The Ministry of Time
The Ministry of Time
Gabi's Review
Observer best debut fiction 2024.
In her gripping, fact-filled debut novel, Kaliane Bradley creates a genre mash-up of sci-fi, romance and historical fiction. The Ministry of Time is exactly that: the British Dept that experiments with extracting and rehabilitating people from the past to study the effects of time travel.
The protagonist, a civil servant, gets a lucrative promotion working as a bridge, offering these incarnate expats a period of one year's cohabitation to acclimatise them to the twentieth century. Her first expat is Lt. Graham Gore, a Victorian-era naval officer and polar explorer who happens to be a most beguiling charge. Through meticulous research and extrapolation, the author brings the charming and charismatic Commander Gore to life, setting him on a journey that explores the modern world from a Victorian perspective with much hilarity.

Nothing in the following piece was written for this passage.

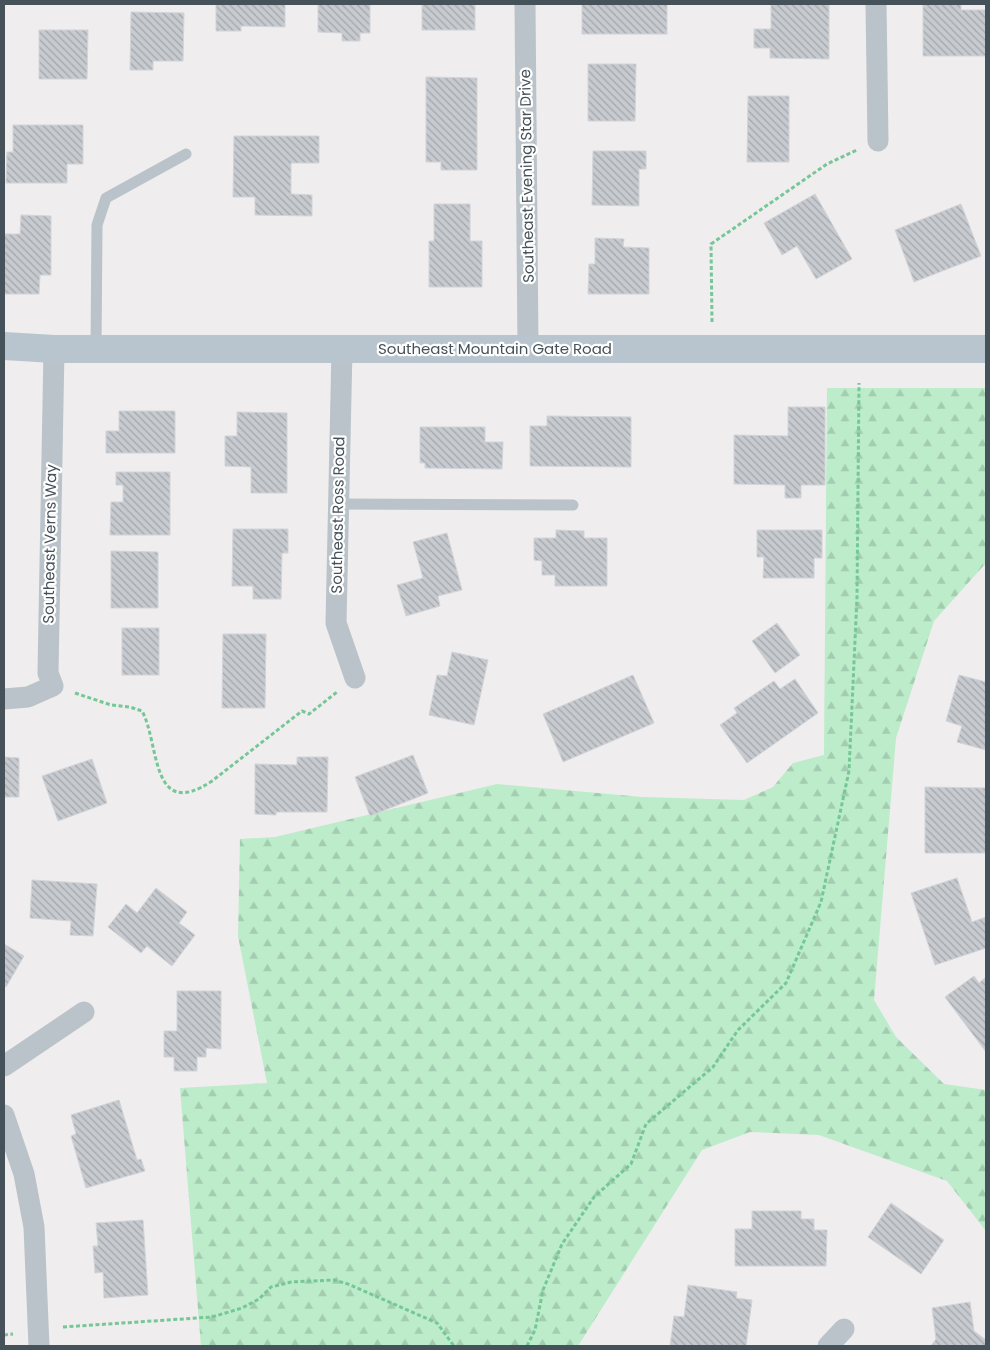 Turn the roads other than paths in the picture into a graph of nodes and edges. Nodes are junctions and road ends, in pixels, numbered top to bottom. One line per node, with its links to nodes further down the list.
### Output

As the plot navigates between past and present, the reader is drawn into a world of intrigue and romance, creating a meaningful and nuanced perspective on the complexities of modern-day relationships. This taut and artfully written novel, inspired by a sole daguerreotype and the author's passion for polar explorers, proves to be a highly pleasurable read. Anne doesn't like fantasy and I am no fan of romance, however we both really enjoyed this unique book, and looking at the publishers' reviews below, we appear to be in good company.
Publishers Reviews
'Outrageously brilliant' - ELEANOR CATTON
'Make room on your bookshelves for a new classic' - MAX PORTER
With its ingenious concept and gripping plot, The Ministry of Time is the most fun you could possibly ever have while engaging so seriously with history and our place in it' - DIANA REID
'Funny, moving, original, intelligent, beautifully written and with a thunderous plot' - NATHAN FILER
'As electric, charming, whimsical and strange as its ripped-from-history cast' - EMILY HENRY
'Within the first couple of pages I was gripped' - KATE MOSSE
In the near future, a disaffected civil servant is offered a lucrative job in a mysterious new government ministry gathering 'expats' from across history to test the limits of time-travel.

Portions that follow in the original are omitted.